I found the ringleader of my little gang while he was working as a bouncer at a shabby jazz club in New Orleans. The place was a mess. Some of the foulest words I've ever seen were sitting at the bar, doing shots of ink and graphite. A pair of parentheses kept trying to get on either side of a word, trying to lead him over to a dollar sign with gold teeth. This was the type of place where young words could earn their capital letters.

I watched as a pair of <'s tried to get in the club, though they were clearly not old enough. The bouncer turned them aside. An @ sign and an ampersand in the club tried to tell him that they were with them. Words were exchanged, asterisks were thrown and when the dust settled, only the bouncer remained standing.

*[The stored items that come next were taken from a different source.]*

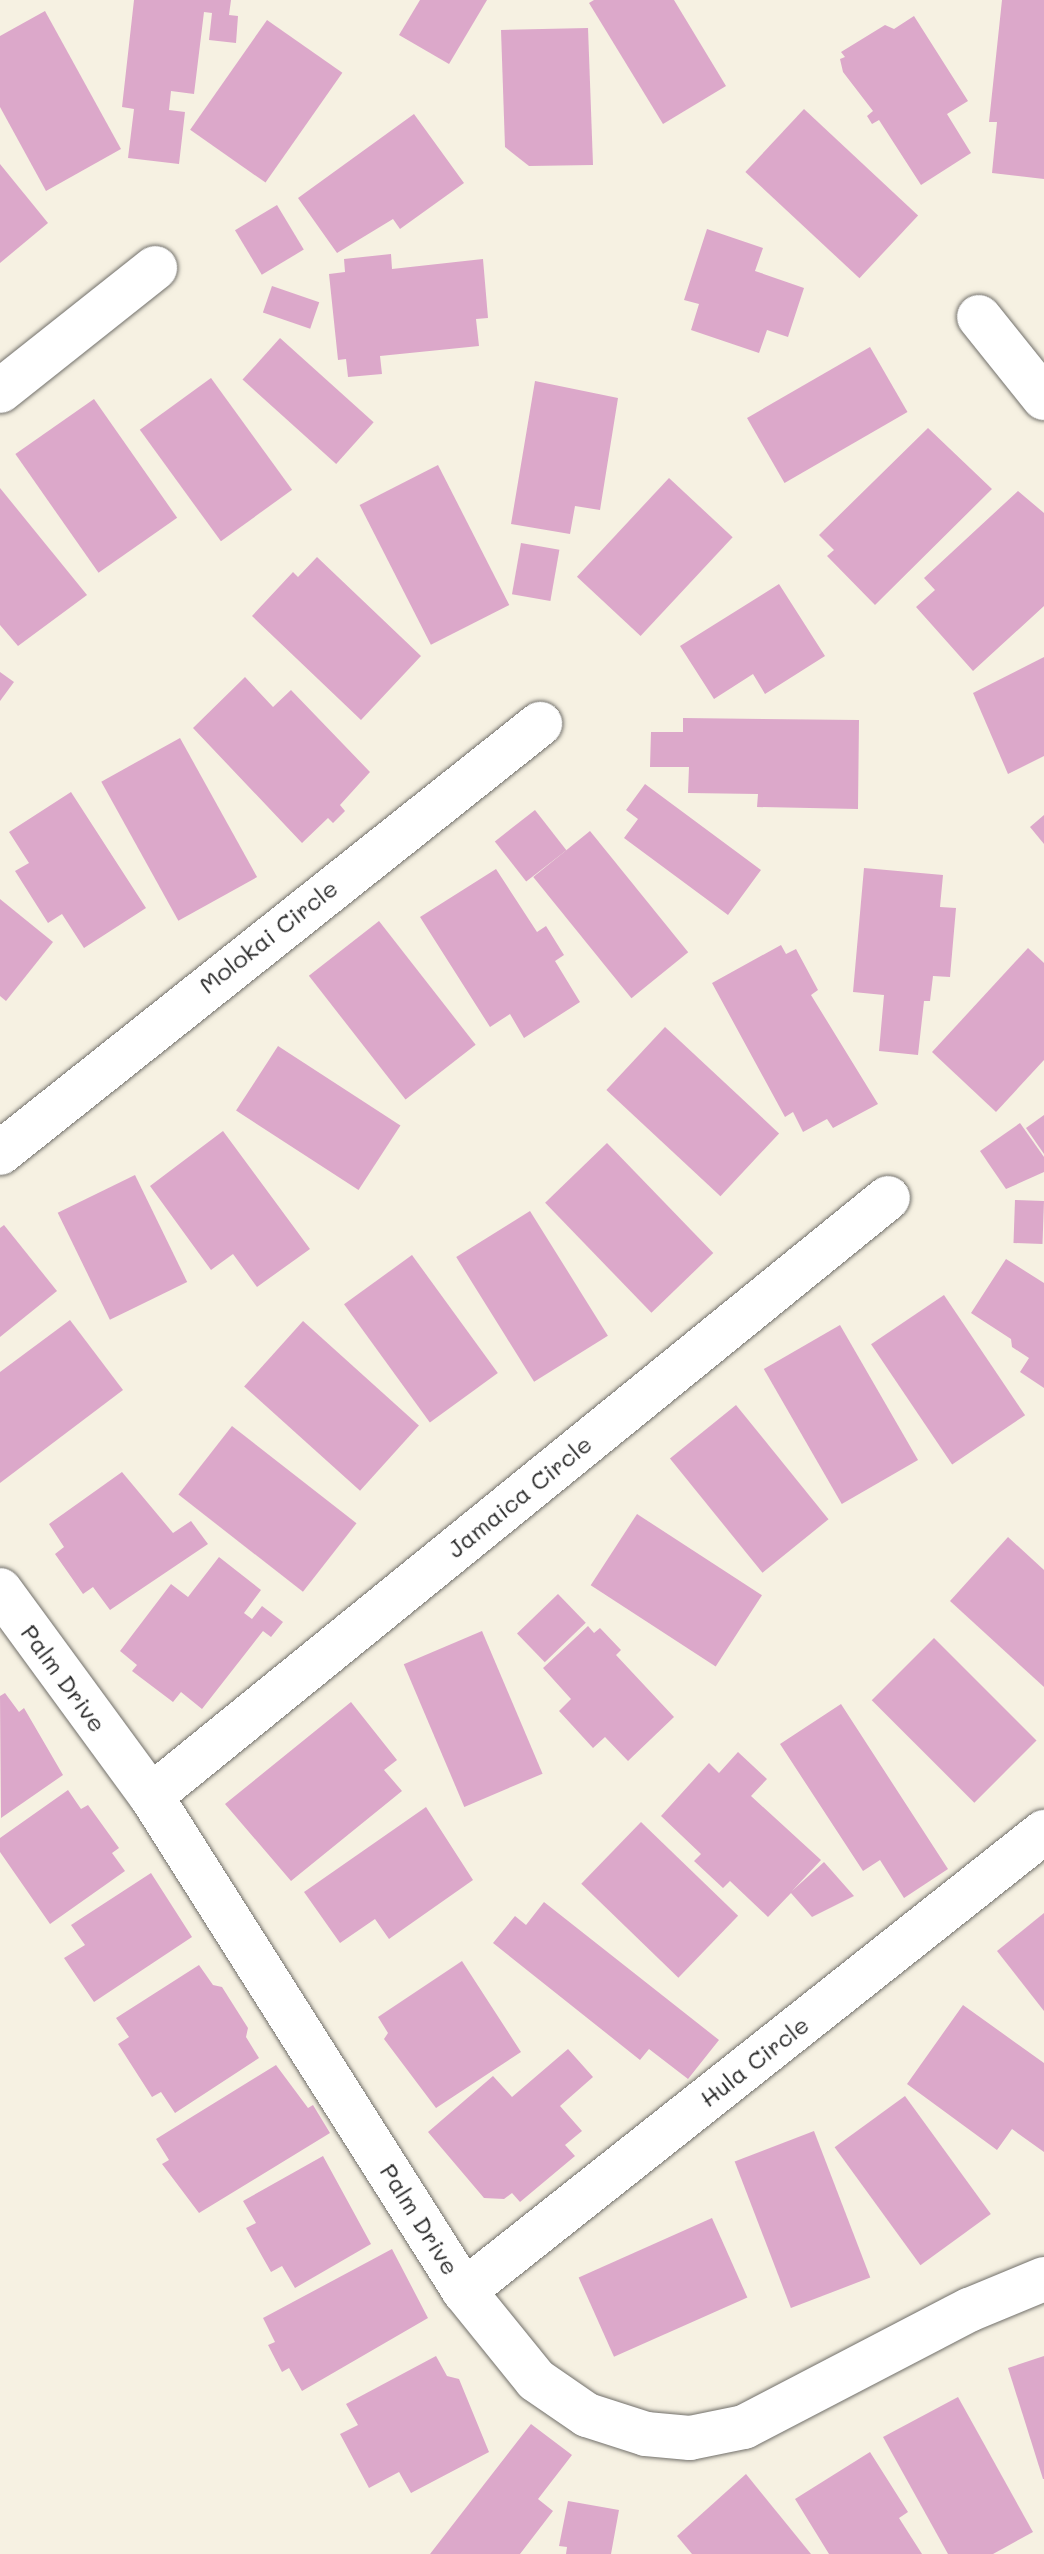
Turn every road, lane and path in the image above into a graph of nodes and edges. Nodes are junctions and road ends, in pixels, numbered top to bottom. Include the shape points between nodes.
1 (155, 268) dead end
2 (979, 317) dead end
3 (0, 391) edge
4 (1044, 398) edge
5 (540, 724) dead end
6 (0, 1153) edge
7 (888, 1198) dead end
8 (0, 1590) edge
9 (151, 1796) junction
10 (1044, 1832) edge
11 (1044, 2279) edge
12 (464, 2291) junction

1 - 3 street
2 - 4 street
5 - 6 street, Molokai Circle
7 - 9 street, Jamaica Circle
8 - 9 street, Palm Drive
9 - 12 street, Palm Drive via 307,2034
10 - 12 street, Hula Circle
11 - 12 street, Palm Drive via 969,2310 744,2427 690,2438 646,2434 587,2415 536,2380

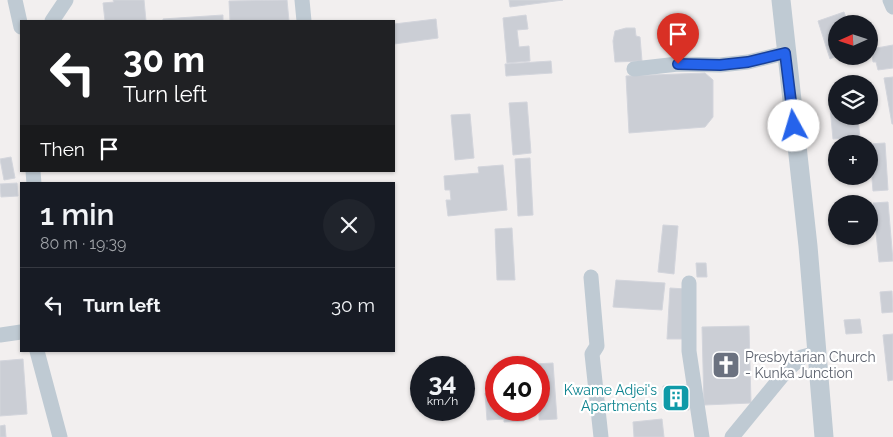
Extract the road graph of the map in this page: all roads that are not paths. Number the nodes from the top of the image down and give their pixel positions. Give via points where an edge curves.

"What's your name?" I asked him. He shoved the trouble-making words and characters out of the way, shifting the entire line that had formed outside.

"Pilcrow," he said deeply. He was top-heavy and only ever faced in the direction of those words that needed a nudge. He was unafraid to throw his weight around, knowing that he could move sentences, paragraphs, whole chapters if he had to. Woe betide the careless writer who did not properly format his page settings, lest the mighty Pilcrow shift the whole manuscript out of whack. Such a powerful character, I had yet to encounter.

"Well, Pilcrow," I says, "How'd you like to do some real editing done? Some red-work? Get out of this hell-hole of flash fiction and get into something with some substance."

It was an easy sell. Now Pilcrow is on my side and my characters have stopped their bickering. If they thought I was simply going to shift their appearances around, they're sorely mistaken. Pilcrow introduced me to some other characters he knows, some more ruthless than him.